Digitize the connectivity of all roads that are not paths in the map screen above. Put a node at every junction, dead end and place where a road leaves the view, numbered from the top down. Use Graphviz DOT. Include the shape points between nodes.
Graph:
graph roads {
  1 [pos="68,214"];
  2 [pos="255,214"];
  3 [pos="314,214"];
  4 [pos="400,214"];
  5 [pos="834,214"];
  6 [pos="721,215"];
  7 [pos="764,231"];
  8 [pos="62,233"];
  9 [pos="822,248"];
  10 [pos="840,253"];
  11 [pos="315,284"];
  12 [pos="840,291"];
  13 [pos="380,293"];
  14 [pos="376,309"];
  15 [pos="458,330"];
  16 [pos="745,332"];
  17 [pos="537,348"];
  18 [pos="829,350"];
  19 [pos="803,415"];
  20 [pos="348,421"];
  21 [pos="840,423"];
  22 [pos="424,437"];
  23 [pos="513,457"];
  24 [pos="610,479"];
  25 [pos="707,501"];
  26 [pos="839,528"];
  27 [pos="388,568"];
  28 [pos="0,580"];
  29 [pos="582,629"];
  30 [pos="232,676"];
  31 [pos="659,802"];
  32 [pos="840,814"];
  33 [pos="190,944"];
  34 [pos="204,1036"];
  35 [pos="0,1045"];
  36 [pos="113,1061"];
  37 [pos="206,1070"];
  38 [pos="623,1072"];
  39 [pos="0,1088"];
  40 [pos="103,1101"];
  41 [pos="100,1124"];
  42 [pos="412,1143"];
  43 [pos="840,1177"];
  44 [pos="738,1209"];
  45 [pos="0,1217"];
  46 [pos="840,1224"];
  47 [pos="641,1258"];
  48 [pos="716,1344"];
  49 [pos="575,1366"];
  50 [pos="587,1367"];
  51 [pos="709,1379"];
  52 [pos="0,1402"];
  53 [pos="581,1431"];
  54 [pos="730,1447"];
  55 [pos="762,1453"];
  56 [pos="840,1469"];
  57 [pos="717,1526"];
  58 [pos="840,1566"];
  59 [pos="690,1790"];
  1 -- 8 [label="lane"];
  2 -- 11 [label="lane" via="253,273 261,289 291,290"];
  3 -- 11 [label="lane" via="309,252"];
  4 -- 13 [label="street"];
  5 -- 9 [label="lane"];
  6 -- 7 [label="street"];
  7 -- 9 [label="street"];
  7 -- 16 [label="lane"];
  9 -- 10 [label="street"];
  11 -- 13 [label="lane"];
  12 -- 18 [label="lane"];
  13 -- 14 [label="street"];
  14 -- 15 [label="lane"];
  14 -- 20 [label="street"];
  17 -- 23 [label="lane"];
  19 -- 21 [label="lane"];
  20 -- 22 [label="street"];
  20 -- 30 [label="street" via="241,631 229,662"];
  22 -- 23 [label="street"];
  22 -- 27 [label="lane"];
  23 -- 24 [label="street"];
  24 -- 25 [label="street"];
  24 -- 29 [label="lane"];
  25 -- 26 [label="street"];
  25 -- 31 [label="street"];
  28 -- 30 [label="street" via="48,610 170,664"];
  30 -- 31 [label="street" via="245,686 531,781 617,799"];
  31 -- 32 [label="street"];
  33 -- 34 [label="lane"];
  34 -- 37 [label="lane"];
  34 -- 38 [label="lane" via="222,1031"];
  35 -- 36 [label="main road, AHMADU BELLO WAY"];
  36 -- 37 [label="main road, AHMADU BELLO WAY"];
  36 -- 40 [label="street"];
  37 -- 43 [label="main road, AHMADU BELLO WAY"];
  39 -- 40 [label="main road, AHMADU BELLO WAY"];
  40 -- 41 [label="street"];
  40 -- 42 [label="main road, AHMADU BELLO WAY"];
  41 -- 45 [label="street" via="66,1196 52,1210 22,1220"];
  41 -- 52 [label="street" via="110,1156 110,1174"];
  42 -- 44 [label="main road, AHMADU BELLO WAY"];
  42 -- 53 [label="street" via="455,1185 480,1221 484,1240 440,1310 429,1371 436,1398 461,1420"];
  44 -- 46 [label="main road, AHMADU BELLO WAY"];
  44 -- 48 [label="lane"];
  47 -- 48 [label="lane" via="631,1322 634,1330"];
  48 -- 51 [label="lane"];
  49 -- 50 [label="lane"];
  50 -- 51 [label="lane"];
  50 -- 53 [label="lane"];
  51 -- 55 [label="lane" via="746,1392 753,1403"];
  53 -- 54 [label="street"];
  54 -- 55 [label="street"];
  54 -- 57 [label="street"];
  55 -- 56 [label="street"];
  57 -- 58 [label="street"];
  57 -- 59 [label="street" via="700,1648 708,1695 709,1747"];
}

# # # #

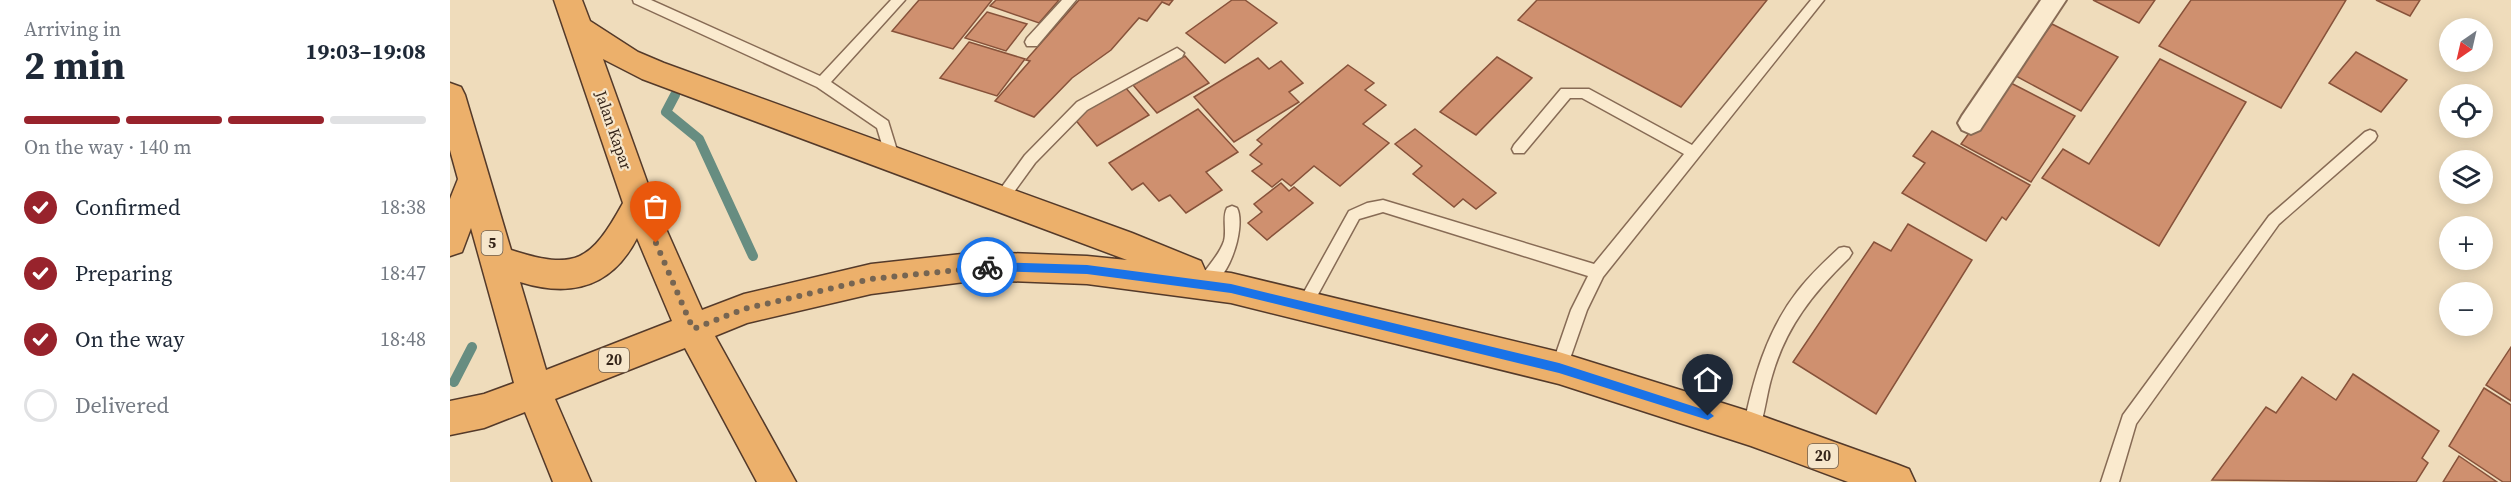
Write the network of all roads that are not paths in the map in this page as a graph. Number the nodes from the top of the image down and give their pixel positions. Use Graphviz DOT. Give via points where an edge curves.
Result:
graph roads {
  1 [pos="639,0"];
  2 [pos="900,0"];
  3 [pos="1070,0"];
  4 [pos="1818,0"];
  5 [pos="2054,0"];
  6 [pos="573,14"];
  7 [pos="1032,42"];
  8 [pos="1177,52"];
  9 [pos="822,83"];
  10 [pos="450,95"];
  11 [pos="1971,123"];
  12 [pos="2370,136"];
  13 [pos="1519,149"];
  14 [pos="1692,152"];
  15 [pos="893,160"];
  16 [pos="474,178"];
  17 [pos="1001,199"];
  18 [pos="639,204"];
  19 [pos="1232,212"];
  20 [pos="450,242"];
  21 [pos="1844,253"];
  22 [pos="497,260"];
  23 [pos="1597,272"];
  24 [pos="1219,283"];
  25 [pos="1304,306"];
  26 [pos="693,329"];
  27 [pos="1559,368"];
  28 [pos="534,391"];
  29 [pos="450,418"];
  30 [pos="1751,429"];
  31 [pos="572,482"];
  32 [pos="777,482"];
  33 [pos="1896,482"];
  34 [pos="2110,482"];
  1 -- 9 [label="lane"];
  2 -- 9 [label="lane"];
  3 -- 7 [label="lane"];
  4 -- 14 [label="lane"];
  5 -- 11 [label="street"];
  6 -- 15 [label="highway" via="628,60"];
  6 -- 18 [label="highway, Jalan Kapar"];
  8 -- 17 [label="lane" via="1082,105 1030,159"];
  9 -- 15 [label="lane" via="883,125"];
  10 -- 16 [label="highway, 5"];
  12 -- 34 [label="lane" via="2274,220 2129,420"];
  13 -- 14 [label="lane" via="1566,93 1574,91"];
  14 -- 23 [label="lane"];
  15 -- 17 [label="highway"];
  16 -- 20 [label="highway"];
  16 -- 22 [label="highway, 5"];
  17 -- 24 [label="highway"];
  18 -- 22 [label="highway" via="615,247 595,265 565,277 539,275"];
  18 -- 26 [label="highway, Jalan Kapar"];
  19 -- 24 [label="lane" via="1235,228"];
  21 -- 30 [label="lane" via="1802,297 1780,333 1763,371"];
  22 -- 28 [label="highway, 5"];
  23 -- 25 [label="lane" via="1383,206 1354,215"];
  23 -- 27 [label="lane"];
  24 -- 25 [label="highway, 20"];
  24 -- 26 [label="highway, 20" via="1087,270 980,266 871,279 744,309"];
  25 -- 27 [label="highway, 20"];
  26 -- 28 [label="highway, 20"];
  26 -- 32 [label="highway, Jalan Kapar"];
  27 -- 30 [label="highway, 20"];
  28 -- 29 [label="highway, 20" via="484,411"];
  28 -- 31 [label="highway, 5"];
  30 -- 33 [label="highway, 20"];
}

# # # #

Instructions for the task: Lines from the records above that hold "AHMADU" are the ones to list.

Written solution:
  35 -- 36 [label="main road, AHMADU BELLO WAY"];
  36 -- 37 [label="main road, AHMADU BELLO WAY"];
  37 -- 43 [label="main road, AHMADU BELLO WAY"];
  39 -- 40 [label="main road, AHMADU BELLO WAY"];
  40 -- 42 [label="main road, AHMADU BELLO WAY"];
  42 -- 44 [label="main road, AHMADU BELLO WAY"];
  44 -- 46 [label="main road, AHMADU BELLO WAY"];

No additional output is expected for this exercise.